Assigned task →
Restate the data below word for word, keeping each line intact.

Information provided →
┄┄┄┄┄┄┄┄┄┄┄┄┄┄┄┄┄┄┄┄
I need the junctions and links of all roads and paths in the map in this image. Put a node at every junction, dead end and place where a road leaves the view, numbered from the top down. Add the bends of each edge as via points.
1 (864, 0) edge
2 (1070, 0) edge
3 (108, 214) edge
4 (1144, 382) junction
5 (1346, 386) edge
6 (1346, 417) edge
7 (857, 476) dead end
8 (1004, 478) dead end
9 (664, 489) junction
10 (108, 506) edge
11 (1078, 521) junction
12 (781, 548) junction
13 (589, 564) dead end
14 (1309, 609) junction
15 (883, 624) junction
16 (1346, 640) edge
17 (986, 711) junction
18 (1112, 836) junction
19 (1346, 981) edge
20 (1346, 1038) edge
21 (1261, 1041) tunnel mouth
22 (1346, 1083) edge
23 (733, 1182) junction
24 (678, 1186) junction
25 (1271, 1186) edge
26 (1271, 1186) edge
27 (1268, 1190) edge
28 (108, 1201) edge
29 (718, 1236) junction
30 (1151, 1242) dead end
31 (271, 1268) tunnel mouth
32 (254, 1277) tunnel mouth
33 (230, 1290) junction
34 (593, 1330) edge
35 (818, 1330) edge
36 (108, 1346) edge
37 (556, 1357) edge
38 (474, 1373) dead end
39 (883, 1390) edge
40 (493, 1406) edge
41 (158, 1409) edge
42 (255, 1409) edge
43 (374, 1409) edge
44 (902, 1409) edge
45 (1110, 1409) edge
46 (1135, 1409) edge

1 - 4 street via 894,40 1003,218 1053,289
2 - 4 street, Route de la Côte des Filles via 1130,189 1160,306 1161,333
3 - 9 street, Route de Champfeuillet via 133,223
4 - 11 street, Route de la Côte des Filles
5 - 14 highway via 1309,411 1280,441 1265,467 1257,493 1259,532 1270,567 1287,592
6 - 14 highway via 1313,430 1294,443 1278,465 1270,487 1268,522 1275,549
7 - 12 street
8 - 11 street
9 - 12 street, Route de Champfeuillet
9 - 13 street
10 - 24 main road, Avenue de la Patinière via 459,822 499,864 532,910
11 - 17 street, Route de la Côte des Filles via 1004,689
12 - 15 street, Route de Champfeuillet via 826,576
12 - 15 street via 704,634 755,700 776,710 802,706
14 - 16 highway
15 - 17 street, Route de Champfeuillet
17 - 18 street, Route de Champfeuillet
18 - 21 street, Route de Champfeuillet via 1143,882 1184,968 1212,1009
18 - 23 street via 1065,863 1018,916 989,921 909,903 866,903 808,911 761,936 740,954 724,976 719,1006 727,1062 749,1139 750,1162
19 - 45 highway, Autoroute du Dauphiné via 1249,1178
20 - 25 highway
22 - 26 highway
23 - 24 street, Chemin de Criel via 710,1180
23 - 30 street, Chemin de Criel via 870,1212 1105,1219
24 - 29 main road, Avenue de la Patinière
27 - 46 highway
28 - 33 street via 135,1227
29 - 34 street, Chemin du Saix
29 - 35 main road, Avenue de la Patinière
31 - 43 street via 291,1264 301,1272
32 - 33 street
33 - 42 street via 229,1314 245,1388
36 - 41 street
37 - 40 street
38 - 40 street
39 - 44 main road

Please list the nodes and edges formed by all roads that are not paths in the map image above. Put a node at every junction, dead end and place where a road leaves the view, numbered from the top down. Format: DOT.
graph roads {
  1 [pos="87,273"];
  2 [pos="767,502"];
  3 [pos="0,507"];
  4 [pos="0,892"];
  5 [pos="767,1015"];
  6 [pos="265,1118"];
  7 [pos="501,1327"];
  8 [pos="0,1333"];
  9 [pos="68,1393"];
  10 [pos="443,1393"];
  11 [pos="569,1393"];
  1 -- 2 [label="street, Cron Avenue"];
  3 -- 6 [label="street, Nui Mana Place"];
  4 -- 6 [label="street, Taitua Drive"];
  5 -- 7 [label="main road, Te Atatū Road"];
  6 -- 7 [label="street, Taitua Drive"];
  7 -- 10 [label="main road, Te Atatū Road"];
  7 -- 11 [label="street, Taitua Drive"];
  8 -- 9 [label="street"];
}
┄┄┄┄┄┄┄┄┄┄┄┄┄┄┄┄┄┄┄┄
Solution to the problem →
I need the junctions and links of all roads and paths in the map in this image. Put a node at every junction, dead end and place where a road leaves the view, numbered from the top down. Add the bends of each edge as via points.
1 (864, 0) edge
2 (1070, 0) edge
3 (108, 214) edge
4 (1144, 382) junction
5 (1346, 386) edge
6 (1346, 417) edge
7 (857, 476) dead end
8 (1004, 478) dead end
9 (664, 489) junction
10 (108, 506) edge
11 (1078, 521) junction
12 (781, 548) junction
13 (589, 564) dead end
14 (1309, 609) junction
15 (883, 624) junction
16 (1346, 640) edge
17 (986, 711) junction
18 (1112, 836) junction
19 (1346, 981) edge
20 (1346, 1038) edge
21 (1261, 1041) tunnel mouth
22 (1346, 1083) edge
23 (733, 1182) junction
24 (678, 1186) junction
25 (1271, 1186) edge
26 (1271, 1186) edge
27 (1268, 1190) edge
28 (108, 1201) edge
29 (718, 1236) junction
30 (1151, 1242) dead end
31 (271, 1268) tunnel mouth
32 (254, 1277) tunnel mouth
33 (230, 1290) junction
34 (593, 1330) edge
35 (818, 1330) edge
36 (108, 1346) edge
37 (556, 1357) edge
38 (474, 1373) dead end
39 (883, 1390) edge
40 (493, 1406) edge
41 (158, 1409) edge
42 (255, 1409) edge
43 (374, 1409) edge
44 (902, 1409) edge
45 (1110, 1409) edge
46 (1135, 1409) edge

1 - 4 street via 894,40 1003,218 1053,289
2 - 4 street, Route de la Côte des Filles via 1130,189 1160,306 1161,333
3 - 9 street, Route de Champfeuillet via 133,223
4 - 11 street, Route de la Côte des Filles
5 - 14 highway via 1309,411 1280,441 1265,467 1257,493 1259,532 1270,567 1287,592
6 - 14 highway via 1313,430 1294,443 1278,465 1270,487 1268,522 1275,549
7 - 12 street
8 - 11 street
9 - 12 street, Route de Champfeuillet
9 - 13 street
10 - 24 main road, Avenue de la Patinière via 459,822 499,864 532,910
11 - 17 street, Route de la Côte des Filles via 1004,689
12 - 15 street, Route de Champfeuillet via 826,576
12 - 15 street via 704,634 755,700 776,710 802,706
14 - 16 highway
15 - 17 street, Route de Champfeuillet
17 - 18 street, Route de Champfeuillet
18 - 21 street, Route de Champfeuillet via 1143,882 1184,968 1212,1009
18 - 23 street via 1065,863 1018,916 989,921 909,903 866,903 808,911 761,936 740,954 724,976 719,1006 727,1062 749,1139 750,1162
19 - 45 highway, Autoroute du Dauphiné via 1249,1178
20 - 25 highway
22 - 26 highway
23 - 24 street, Chemin de Criel via 710,1180
23 - 30 street, Chemin de Criel via 870,1212 1105,1219
24 - 29 main road, Avenue de la Patinière
27 - 46 highway
28 - 33 street via 135,1227
29 - 34 street, Chemin du Saix
29 - 35 main road, Avenue de la Patinière
31 - 43 street via 291,1264 301,1272
32 - 33 street
33 - 42 street via 229,1314 245,1388
36 - 41 street
37 - 40 street
38 - 40 street
39 - 44 main road

Please list the nodes and edges formed by all roads that are not paths in the map image above. Put a node at every junction, dead end and place where a road leaves the view, numbered from the top down. Format: DOT.
graph roads {
  1 [pos="87,273"];
  2 [pos="767,502"];
  3 [pos="0,507"];
  4 [pos="0,892"];
  5 [pos="767,1015"];
  6 [pos="265,1118"];
  7 [pos="501,1327"];
  8 [pos="0,1333"];
  9 [pos="68,1393"];
  10 [pos="443,1393"];
  11 [pos="569,1393"];
  1 -- 2 [label="street, Cron Avenue"];
  3 -- 6 [label="street, Nui Mana Place"];
  4 -- 6 [label="street, Taitua Drive"];
  5 -- 7 [label="main road, Te Atatū Road"];
  6 -- 7 [label="street, Taitua Drive"];
  7 -- 10 [label="main road, Te Atatū Road"];
  7 -- 11 [label="street, Taitua Drive"];
  8 -- 9 [label="street"];
}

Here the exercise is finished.